Unfortunately for Gore, President Clinton is not only in excellent health, he seems to be sliding through the current mess unscathed, even though he is clearly guilty of almost the exact same illegal and questionable money-grubbing activities that are dragging the vice president down.
While Gore's approval rating has plunged from 59 percent to 38 percent and his negative rating jumped from 25 percent to 33 percent, Clinton's positive numbers have held steady at an amazingly high 62 percent. He's already back on the fund-raising trail, unashamedly raking in another $900,000 at several events even as Attorney General Janet Reno announced an official investigation into his earlier conduct. Meanwhile, Gore has been forced to hire two private lawyers to defend himself from nearly identical charges.
Both Gore and Clinton are insisting that they have broken no law and have done nothing wrong, even though it is already apparent that they did. There is no question both made fund-raising calls from the White House, which is banned by federal law. There's no mystery about why the president is skating and Gore is crashing. After six or so years of scandal and near-scandal, voters know all about Clinton's failings and have already discounted them. They simply like the man. They also know that even if this new probe nails him cold on the fund-raising stuff, and the much-delayed Paula Jones trial blows up in his face, he still won't be impeached, but will serve out the rest of his second term.

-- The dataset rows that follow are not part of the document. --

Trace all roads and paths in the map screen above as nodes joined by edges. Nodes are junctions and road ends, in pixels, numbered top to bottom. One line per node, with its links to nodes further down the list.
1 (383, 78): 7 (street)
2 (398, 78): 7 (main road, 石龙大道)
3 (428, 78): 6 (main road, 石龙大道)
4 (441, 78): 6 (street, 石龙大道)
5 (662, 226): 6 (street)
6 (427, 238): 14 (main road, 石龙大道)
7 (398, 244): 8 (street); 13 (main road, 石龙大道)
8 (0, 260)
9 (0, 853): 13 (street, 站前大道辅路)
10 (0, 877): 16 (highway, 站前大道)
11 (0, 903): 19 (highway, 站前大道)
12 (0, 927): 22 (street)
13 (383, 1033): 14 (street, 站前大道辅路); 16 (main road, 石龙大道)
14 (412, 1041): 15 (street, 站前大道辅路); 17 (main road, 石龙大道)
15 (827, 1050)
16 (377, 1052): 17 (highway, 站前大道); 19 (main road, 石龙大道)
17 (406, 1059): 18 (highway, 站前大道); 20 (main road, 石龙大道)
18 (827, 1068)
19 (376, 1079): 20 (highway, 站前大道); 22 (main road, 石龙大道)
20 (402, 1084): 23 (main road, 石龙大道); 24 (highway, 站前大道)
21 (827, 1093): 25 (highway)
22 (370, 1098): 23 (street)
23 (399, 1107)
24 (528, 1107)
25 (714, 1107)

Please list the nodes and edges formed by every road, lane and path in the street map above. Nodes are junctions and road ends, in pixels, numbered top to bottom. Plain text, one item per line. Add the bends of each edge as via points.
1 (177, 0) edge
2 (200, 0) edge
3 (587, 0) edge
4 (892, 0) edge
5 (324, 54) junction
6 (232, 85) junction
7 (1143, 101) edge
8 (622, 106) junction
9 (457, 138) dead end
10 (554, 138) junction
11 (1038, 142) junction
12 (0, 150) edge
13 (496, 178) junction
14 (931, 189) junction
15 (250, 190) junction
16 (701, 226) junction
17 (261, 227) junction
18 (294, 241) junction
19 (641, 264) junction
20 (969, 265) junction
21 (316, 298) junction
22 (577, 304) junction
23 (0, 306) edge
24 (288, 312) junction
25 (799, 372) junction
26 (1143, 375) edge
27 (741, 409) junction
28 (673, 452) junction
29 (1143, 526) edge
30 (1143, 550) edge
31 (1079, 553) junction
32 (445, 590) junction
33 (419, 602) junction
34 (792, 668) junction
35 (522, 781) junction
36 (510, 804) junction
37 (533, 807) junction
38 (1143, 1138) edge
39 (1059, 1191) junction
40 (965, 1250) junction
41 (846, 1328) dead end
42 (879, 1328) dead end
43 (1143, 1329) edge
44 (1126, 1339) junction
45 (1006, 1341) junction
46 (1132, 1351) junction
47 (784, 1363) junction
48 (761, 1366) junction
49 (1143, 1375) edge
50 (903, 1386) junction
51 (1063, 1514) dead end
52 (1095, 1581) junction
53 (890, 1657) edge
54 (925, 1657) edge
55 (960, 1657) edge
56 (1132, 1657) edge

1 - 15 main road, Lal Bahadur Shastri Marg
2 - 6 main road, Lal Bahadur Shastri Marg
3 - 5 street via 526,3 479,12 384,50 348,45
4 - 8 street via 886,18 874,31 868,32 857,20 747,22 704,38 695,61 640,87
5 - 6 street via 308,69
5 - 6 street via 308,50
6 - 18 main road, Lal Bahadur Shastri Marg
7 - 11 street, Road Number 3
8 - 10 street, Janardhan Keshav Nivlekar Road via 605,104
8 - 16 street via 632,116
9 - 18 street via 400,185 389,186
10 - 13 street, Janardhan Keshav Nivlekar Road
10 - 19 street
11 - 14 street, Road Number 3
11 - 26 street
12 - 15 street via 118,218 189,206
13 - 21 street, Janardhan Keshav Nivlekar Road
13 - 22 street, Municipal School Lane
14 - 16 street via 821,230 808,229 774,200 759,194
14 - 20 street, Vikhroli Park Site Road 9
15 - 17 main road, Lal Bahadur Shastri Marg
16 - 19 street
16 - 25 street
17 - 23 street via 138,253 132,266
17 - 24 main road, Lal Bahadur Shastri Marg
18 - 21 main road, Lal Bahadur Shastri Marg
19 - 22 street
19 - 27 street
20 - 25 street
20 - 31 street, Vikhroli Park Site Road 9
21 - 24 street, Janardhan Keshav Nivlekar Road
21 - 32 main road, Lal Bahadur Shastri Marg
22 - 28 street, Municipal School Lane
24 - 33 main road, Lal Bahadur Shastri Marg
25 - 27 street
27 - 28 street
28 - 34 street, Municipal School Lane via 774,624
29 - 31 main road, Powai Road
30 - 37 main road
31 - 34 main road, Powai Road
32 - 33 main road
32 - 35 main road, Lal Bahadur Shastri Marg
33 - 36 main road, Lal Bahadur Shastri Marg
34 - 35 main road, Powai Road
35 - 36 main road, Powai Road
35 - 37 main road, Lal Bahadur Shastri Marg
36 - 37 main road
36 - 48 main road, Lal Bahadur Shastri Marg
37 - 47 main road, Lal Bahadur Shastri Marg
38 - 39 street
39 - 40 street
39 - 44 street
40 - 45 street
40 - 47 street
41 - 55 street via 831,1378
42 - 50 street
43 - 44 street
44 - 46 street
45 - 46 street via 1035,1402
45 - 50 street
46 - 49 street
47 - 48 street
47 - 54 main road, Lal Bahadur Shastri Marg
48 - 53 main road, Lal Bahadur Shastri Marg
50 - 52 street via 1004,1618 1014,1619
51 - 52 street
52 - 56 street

Gore, on the other hand, is suffering that extra measure of punishment the public hands out to all those who claim special virtue, then fall from grace. Like many a politician before him, he has discovered that the drawback to campaigning on a platform of honesty and integrity is that you actually have to be honest and act with integrity. His horribly inept handling of the issue when it first came up just made the problem worse. It seems the former senator from Tennessee suffers from the typical Washingtonian belief that whatever he knows his real guilt to be, a little expert spin control can solve any problem.
Of course, the investigations of both president and vice president have yet to begin. But they are in fact little more than the capitol's usual shadow play. There is no doubt that the solicitations took place, only quibbles about whether the money raised was "hard" or "soft" -- a point not covered in the law and therefore good for an argument. And if there was anyone anywhere who wondered why the rich and their corporations were giving so much so freely, Roger Tamraz resolved it last week. The multimillionaire businessman told a Senate hearing that of course the $300,000 he donated was intended to get him in to lobby the president for his pet project, a Caspian oil pipeline. "It's the only reason (people give that kind of money) -- to gain access," he said bluntly.
Gore could have benefited from a similar attack of honesty weeks ago. Instead of lurching from one unbelievable denial to the next, had he fully and publicly admitted his "mistakes," promised not to do it again and asked for forgiveness, he probably would have gotten it, and would still be the front-runner for the presidential nomination, if not the election of 2000. But then if he were capable of doing that he'd probably never have gotten to Washington in the first place.